Latest developments in the UK
Finance for positive sustainable change
On 10 February the FCA published a discussion paper on “Finance for positive sustainable change”, asking for views on sustainability-related governance, incentives and competence in regulated firms.
The paper is set against the backdrop of increased adoption of TCFD, the upcoming developments around nature related disclosures, and the work of the International Sustainability Standards Board, the Transition Plans Taskforce and GFANZ. The FCA sets out to consider firms’ sustainability-related objectives and strategies, and how these are supported by their governance and incentive arrangements. They also reflect on how asset managers and asset owners organise and govern their stewardship activities.
Key points raised in DP23/1 include the following:
- The possibility of introducing additional training and competence expectations to help fill sustainability-related knowledge gaps across the financial sector.
- Discussion about whether additional regulation should be included to extend individual responsibility for sustainability-related matters for senior management, and whether specific expectations should be set around the roles and responsibilities of governing bodies (e.g. fund boards).
- How to stop firms claiming ESG-related expertise without being able to substantiate those claims (so called “competence washing”).
- Exploring metrics for linking remuneration to sustainability goals and how to treat cases when targets are not met.
- How governance arrangements, incentives, structures and capabilities should keep pace with the increased focus on sustainability.
- The possibility of introducing regulation to encourage effective stewardship at asset managers.
- How conflict policies should specifically consider issues as they relate to stewardship.
- Whether certain specific rules (e.g. around Market Abuse Regulation) should be relaxed to aid effective stewardship.
The deadline for the consultation accompanying the paper is 10 May 2023.
ClientEarth brings legal challenge against the FCA over fossil fuel company's climate risk disclosures
On 16 February the environmental law firm ClientEarth announced that it had filed a judicial review case against the UK financial regulator over its decision to approve the prospectus of a company with significant interests in the Cambo and Rosebank oil and gas fields in the North Sea (Ithaca Energy).
According to the law firm, although Ithaca’s prospectus acknowledges that climate change presents risks to the oil and gas industry in general, the company allegedly does not appear to explain how these risks affect its business specifically, or how significant these risks are for the company.
The case also argues that failing to provide investors with a meaningful indication of how Ithaca’s business and finances might be affected by full or even partial achievement of the Paris Agreement goal deprives them of the information necessary to make an informed assessment of the company’s financial position. For these reasons, ClientEarth argues that the FCA should not have approved the company’s prospectus.
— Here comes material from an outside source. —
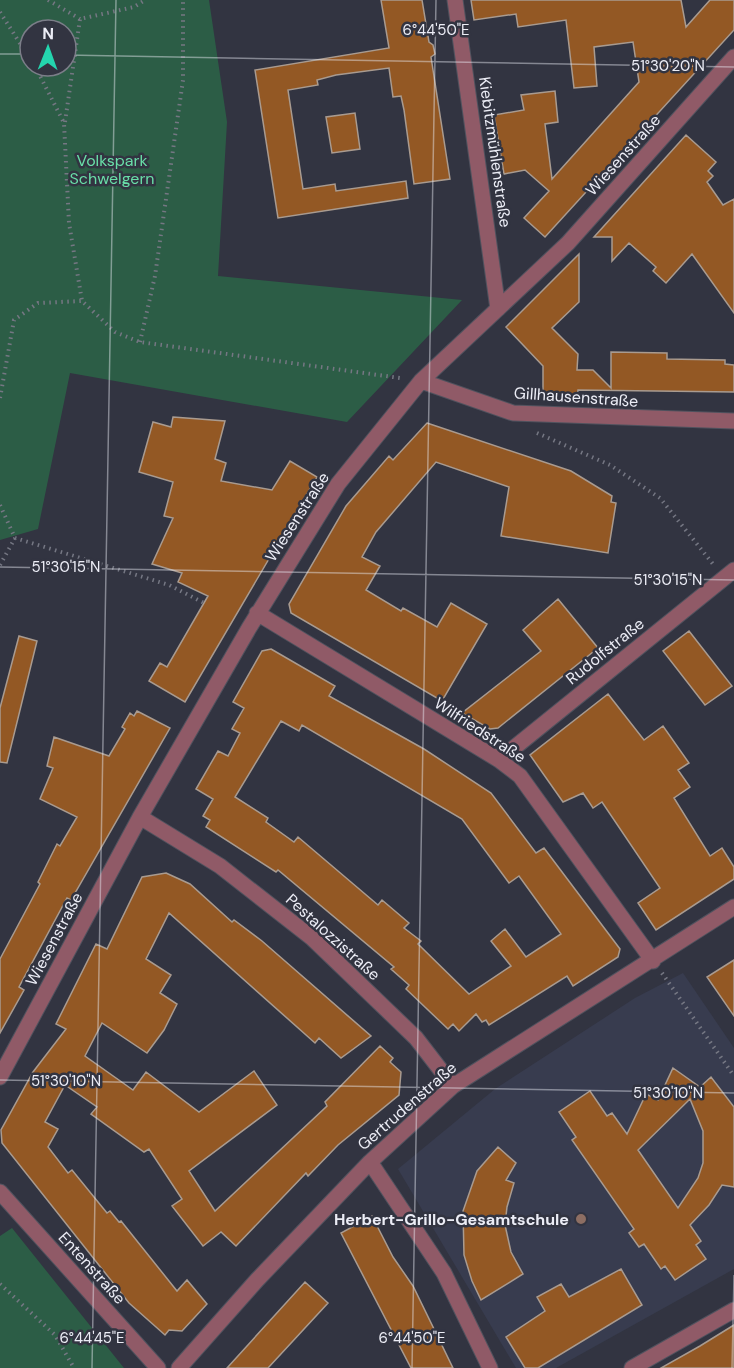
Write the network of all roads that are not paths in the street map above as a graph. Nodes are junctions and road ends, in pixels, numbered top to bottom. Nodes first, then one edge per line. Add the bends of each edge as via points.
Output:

The case is now in front of the High Court, and if successful will likely represent the first of many similar cases.
On a similar note, still in February the same law firm brought a case against oil firm Shell’s Board of Directors, alleging that the Directors are failing in their legal duty to promote the success of the company and to act with reasonable care, skill and diligence by not properly managing climate risk.
ESMA consultation on Guidelines on funds’ names using ESG or sustainability-related terms
On 20 February the deadline ended for the consultation on Guidelines on funds’ names using ESG or sustainability-related terms run by the European Securities and Market Authority.
In summary, the general requirements highlighted that “funds’ names in fund documents or marketing communications should not be misleading, as the disclosure of sustainability characteristics should be commensurate with the effective application of those characteristics to the fund. The use of ESG- and sustainability-related terminology in fund names should be used only when supported in a material way by evidence of sustainability characteristics, or objectives that are reflected fairly and consistently in the fund’s investment objectives and policy and its strategy as described in the relevant fund documentation.”
Latest developments from the ISSB
On 16 February the International Sustainability Standards Board (ISSB), unanimously voted to require that global climate and sustainability disclosure rules take effect for annual periods beginning on or after 1 January 2024, (meaning first disclosures in 2025). The Board also agreed that the standards could be adopted earlier if both are adopted at the same time. Companies that choose to apply the standards earlier will have to disclose that fact.
The ISSB also declined to re-open its two standards (S1, General Sustainability-related Disclosures and S2, Climate-related Disclosures), for consultation, although several revisions were made following the original round of consultation. The rules should be issued by the end of June.